Christine Sinclair after winning Olympic gold: “I’m so proud of this team"

Aug 6 2021, 1:47 pm

There was a time when Canada’s success at international tournaments was totally dependent on Christine Sinclair putting the team on her back.

The all-time international goals record holder in women’s soccer, Sinclair rose to greatness long before the rest of her team. Even as Canada began to reach the podium at the Olympic Games in London and Rio, Sinclair led the charge.

She famously scored a hat trick against the United States in the semi-final at London 2012 — one of the greatest Canadian Olympic performances of all time — but that wasn’t enough to earn a win for her country.

Through her achievements, Sinclair inspired a generation. It was in the Tokyo Olympics, with Sinclair now 38 years of age, that the new generation helped get Canada over the hump to win gold.

The Burnaby native debuted for the national team on March 12, 2000, before 20-year-old PK winning-goal scorer Julia Grosso was born.

Sinclair accepted a different role with this team, dropping into an attacking midfield position instead of her usual spot at striker. She scored just one goal in the tournament, in Canada’s opening match against Japan.

That doesn’t mean she was ineffective, though. Sinclair drew the foul that led to Jessie Fleming’s goal in the 68th minute in the gold medal match. Without that critical play, Team Canada players would likely have a silver medal around their necks right now.

“With this group of players, deep down, I think the whole lot of them have done it for Christine Sinclair to get that gold medal that she truly deserves,” said Canada head coach Bev Priestman. “She’s a special human being. She shows the values of Canadians — humility. She does anything it takes to make her country proud, and she deserves this special moment.”

Sinclair put her country before her pride by electing to let others take penalties — which used to be exclusively her job. She handed the ball to the right player in the semi-final and final, as the 23-year-old Fleming was clinical with a pair of PK goals.

“I’m so proud of this team because we had a goal to change the colour of the medal, and we landed on the top of the podium,” said Sinclair. “We didn’t make it easy on ourselves, but we fought and clawed and scratched our way to the top.
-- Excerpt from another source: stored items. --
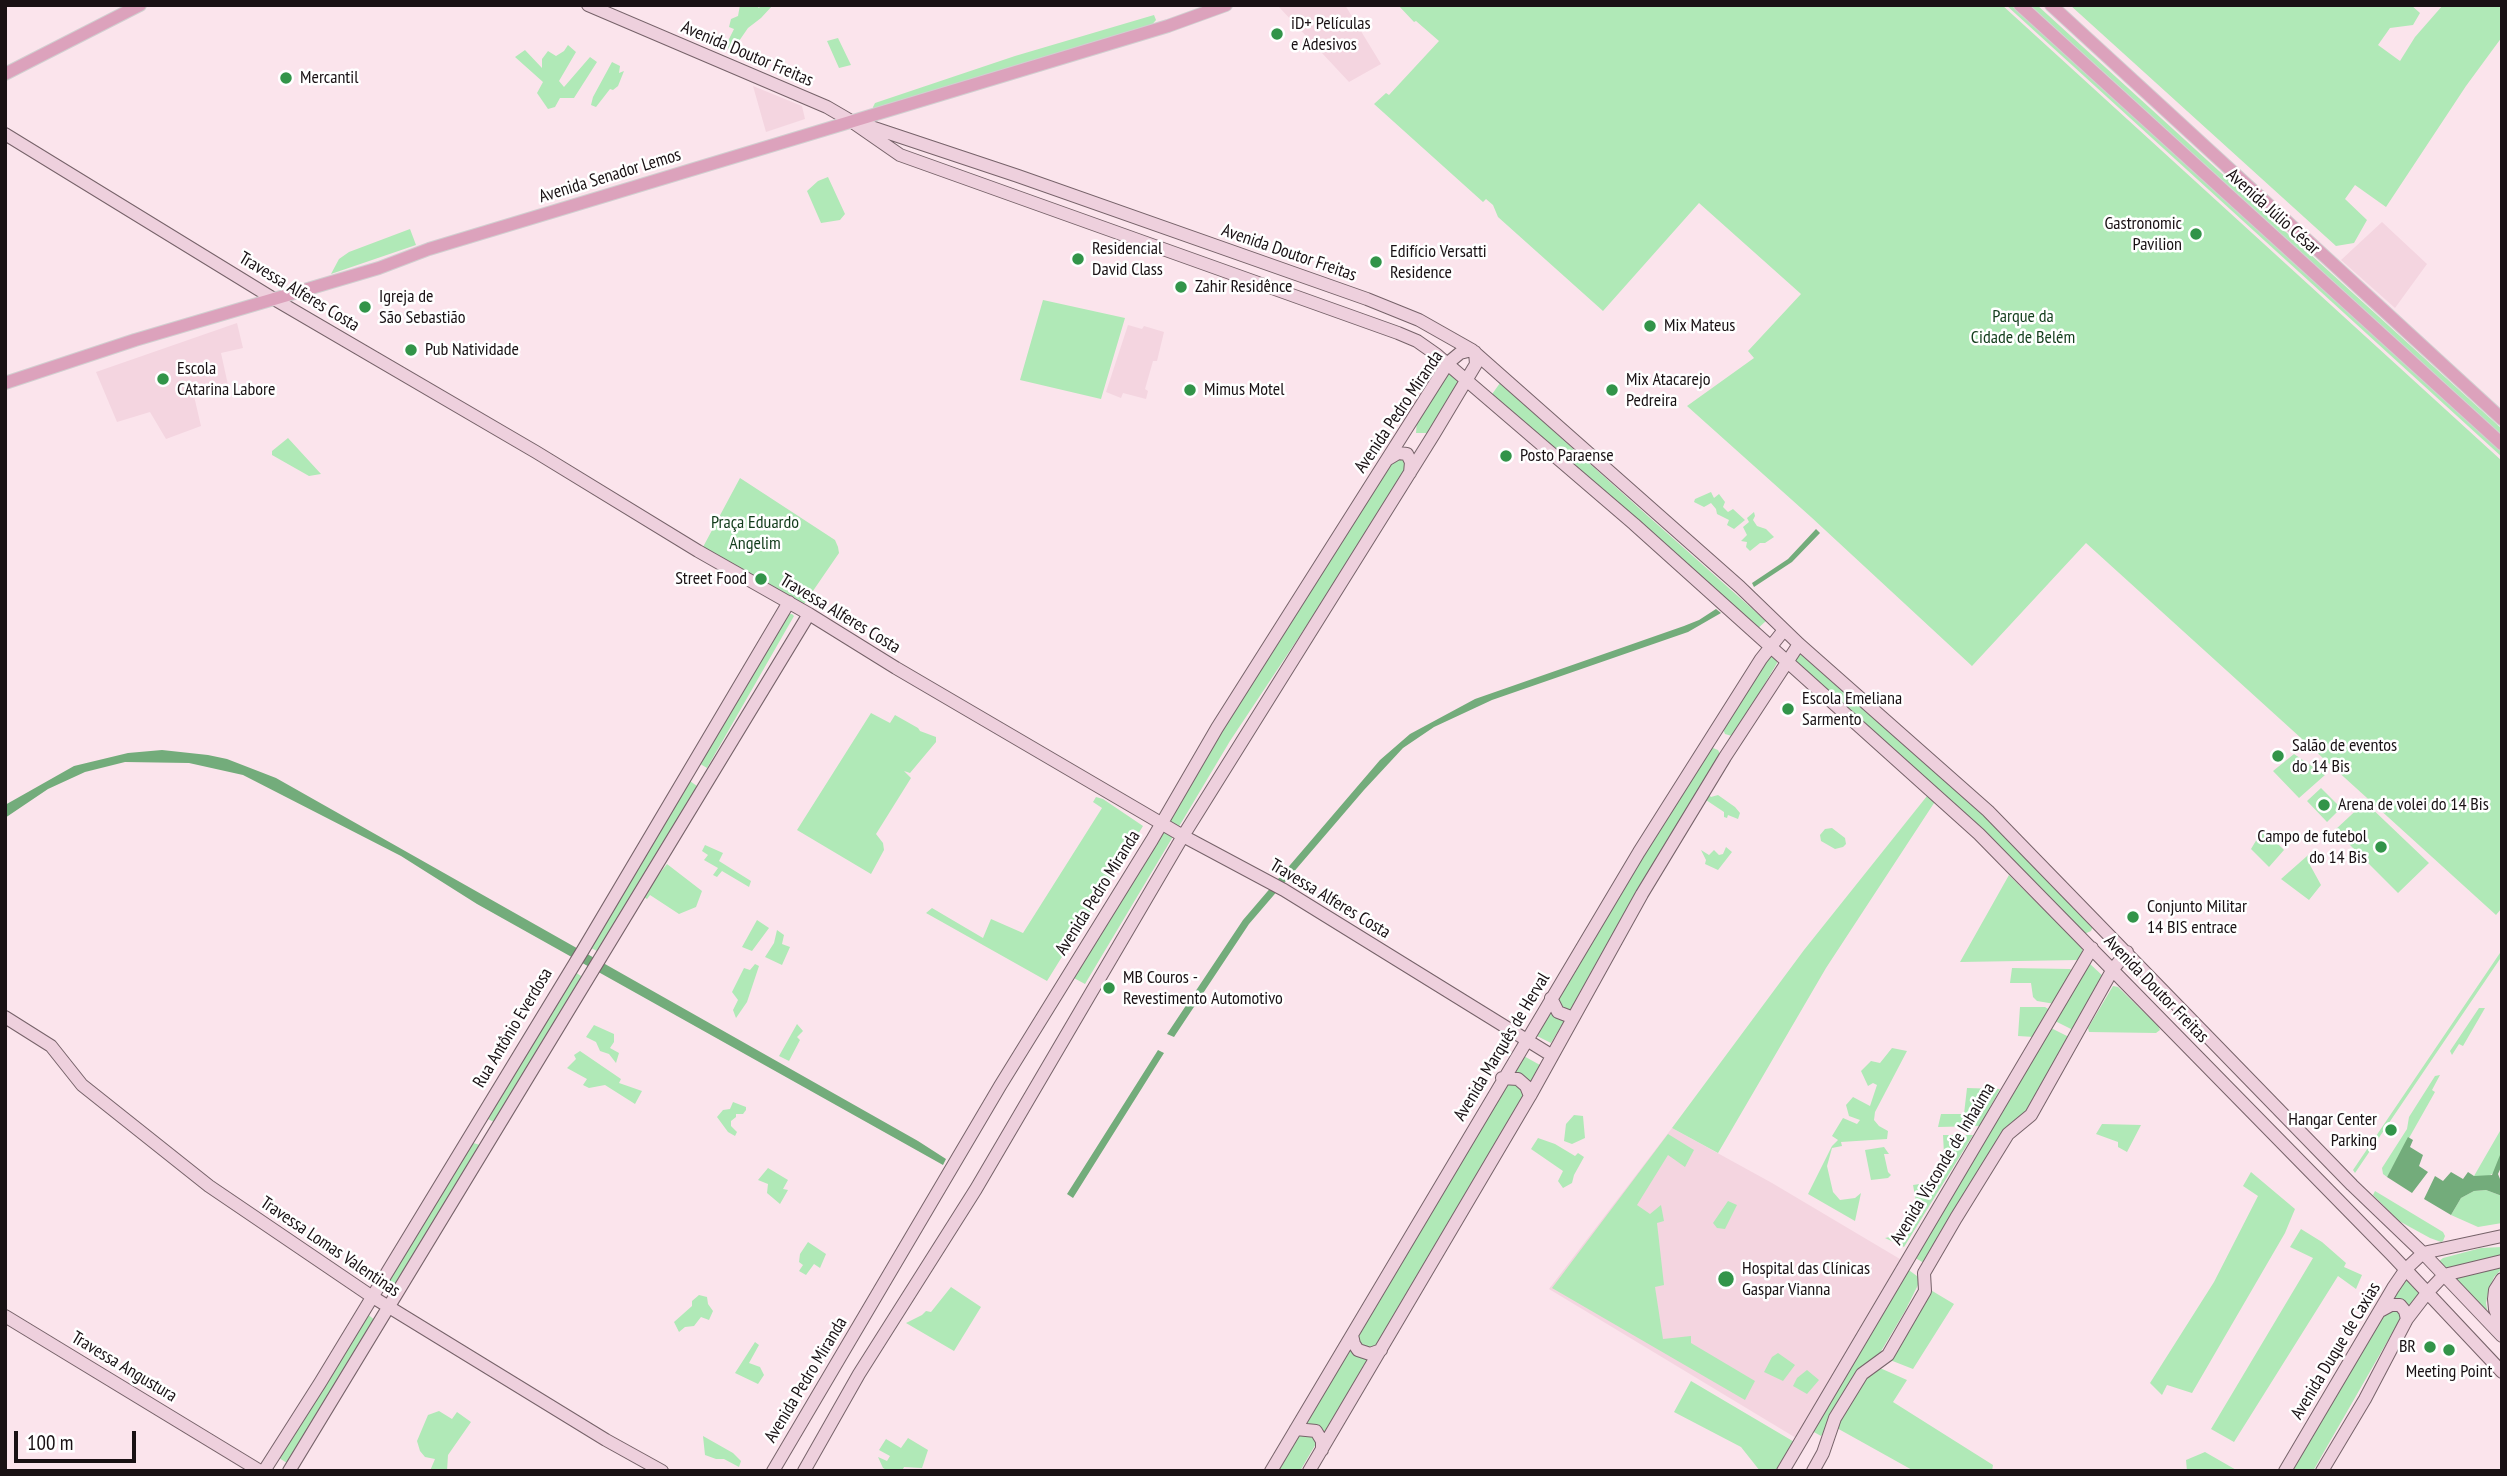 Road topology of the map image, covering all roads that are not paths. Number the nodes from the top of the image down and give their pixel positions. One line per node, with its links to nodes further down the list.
1 (140, 5): 6 (main road)
2 (588, 5): 7 (main road, Avenida Doutor Freitas)
3 (1226, 5): 7 (main road, Avenida Senador Lemos)
4 (2020, 5): 23 (main road, Avenida Júlio César)
5 (2051, 5): 20 (main road, Avenida Júlio César)
6 (5, 74)
7 (852, 121): 9 (main road, Avenida Doutor Freitas); 11 (main road, Avenida Doutor Freitas); 13 (main road, Avenida Senador Lemos)
8 (5, 134): 13 (main road, Travessa Alferes Costa)
9 (1018, 176): 10 (main road, Avenida Doutor Freitas); 11 (main road)
10 (1050, 188): 12 (main road); 14 (main road, Avenida Doutor Freitas)
11 (1012, 194): 12 (main road, Avenida Doutor Freitas)
12 (1041, 205): 15 (main road, Avenida Doutor Freitas)
13 (274, 299): 18 (main road, Avenida Senador Lemos); 26 (main road, Travessa Alferes Costa)
14 (1473, 351): 15 (main road, Avenida Pedro Miranda); 16 (main road, Avenida Doutor Freitas); 17 (main road)
15 (1448, 363): 17 (main road, Avenida Doutor Freitas); 21 (main road, Avenida Pedro Miranda)
16 (1501, 376): 19 (main road); 28 (main road, Avenida Doutor Freitas)
17 (1466, 380): 19 (main road, Avenida Doutor Freitas); 22 (main road)
18 (5, 383)
19 (1487, 398): 30 (main road, Avenida Doutor Freitas)
20 (2502, 419)
21 (1413, 421): 22 (main road); 24 (main road, Avenida Pedro Miranda)
22 (1434, 435): 25 (main road)
23 (2502, 444)
24 (1387, 460): 25 (main road); 36 (main road, Avenida Pedro Miranda)
25 (1410, 473): 37 (main road)
26 (789, 602): 27 (main road, Travessa Alferes Costa); 56 (main road, Rua Antônio Everdosa)
27 (809, 614): 36 (main road, Travessa Alferes Costa); 57 (main road)
28 (1784, 630): 29 (main road, Avenida Doutor Freitas); 30 (main road)
29 (1799, 644): 31 (main road); 38 (main road, Avenida Doutor Freitas)
30 (1770, 647): 31 (main road, Avenida Doutor Freitas); 32 (main road, Avenida Marquês de Herval)
31 (1786, 660): 33 (main road); 39 (main road, Avenida Doutor Freitas)
32 (1719, 724): 33 (main road); 34 (main road, Avenida Marquês de Herval)
33 (1740, 735): 35 (main road)
34 (1705, 747): 35 (main road); 42 (main road, Avenida Marquês de Herval)
35 (1725, 757): 44 (main road)
36 (1162, 823): 37 (main road, Travessa Alferes Costa); 71 (main road, Avenida Pedro Miranda)
37 (1183, 836): 45 (main road, Travessa Alferes Costa); 72 (main road)
38 (2097, 924): 39 (main road, Avenida Visconde de Inhaúma); 40 (main road, Avenida Doutor Freitas)
39 (2087, 943): 41 (main road, Avenida Doutor Freitas); 75 (main road, Avenida Visconde de Inhaúma)
40 (2131, 957): 41 (main road); 50 (main road, Avenida Doutor Freitas)
41 (2116, 973): 52 (main road, Avenida Doutor Freitas); 76 (main road)
42 (1551, 998): 44 (main road); 45 (main road, Avenida Marquês de Herval)
43 (5, 1017): 56 (main road, Travessa Lomas Valentinas)
44 (1571, 1017): 46 (main road)
45 (1526, 1039): 46 (main road, Travessa Alferes Costa); 47 (main road, Avenida Marquês de Herval)
46 (1551, 1055): 48 (main road)
47 (1502, 1078): 48 (main road); 62 (main road, Avenida Marquês de Herval)
48 (1530, 1096): 64 (main road)
49 (2502, 1236): 50 (main road)
50 (2423, 1253): 52 (main road, Avenida Duque de Caxias); 53 (main road, Avenida Doutor Freitas)
51 (2502, 1261): 53 (main road)
52 (2406, 1269): 55 (main road, Avenida Doutor Freitas); 58 (main road, Avenida Duque de Caxias)
53 (2444, 1275): 55 (main road); 63 (main road, Avenida Doutor Freitas)
54 (2502, 1279): 61 (main road)
55 (2427, 1293): 60 (main road); 65 (main road, Avenida Doutor Freitas)
56 (371, 1296): 57 (main road, Travessa Lomas Valentinas); 68 (main road, Rua Antônio Everdosa)
57 (389, 1308): 69 (main road); 70 (main road, Travessa Lomas Valentinas)
58 (2380, 1311): 60 (main road); 77 (main road, Avenida Duque de Caxias)
59 (5, 1316): 68 (main road, Travessa Angustura)
60 (2407, 1319): 78 (main road)
61 (2502, 1327)
62 (1352, 1335): 64 (main road); 66 (main road, Avenida Marquês de Herval)
63 (2502, 1336)
64 (1381, 1350): 67 (main road)
65 (2502, 1372)
66 (1296, 1429): 67 (main road); 73 (main road, Avenida Marquês de Herval)
67 (1322, 1450): 74 (main road)
68 (262, 1471)
69 (289, 1471)
70 (662, 1471)
71 (773, 1471)
72 (804, 1471)
73 (1271, 1471)
74 (1309, 1471)
75 (1783, 1471)
76 (1813, 1471)
77 (2285, 1471)
78 (2322, 1471)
It’s an honour to be a part of this group.”

Canada is the only country to stand on the podium in each of the last three Olympics.

“To be a part of this group now standing on the top of the podium, honestly I never thought I’d be part of that group,” Sinclair added. “I thought that Canada was capable of it at some point, but it happened fast. We won three Olympic medals after John [Herdman] came in and changed everything for us. He changed the trajectory of the program, and I think a lot is owed to him.”

If Sinclair’s individual accolades inspired a generation, certainly the team effort to capture gold will do the same.

“We wanted to create a moment in Canadian history that can change the game forever,” said Priestman. “We knew that we were going to get gold, and we were going to do anything in our power to make Canada proud, and the players absolutely did that. It went right to the very end, but when this group faces adversity, they step up.”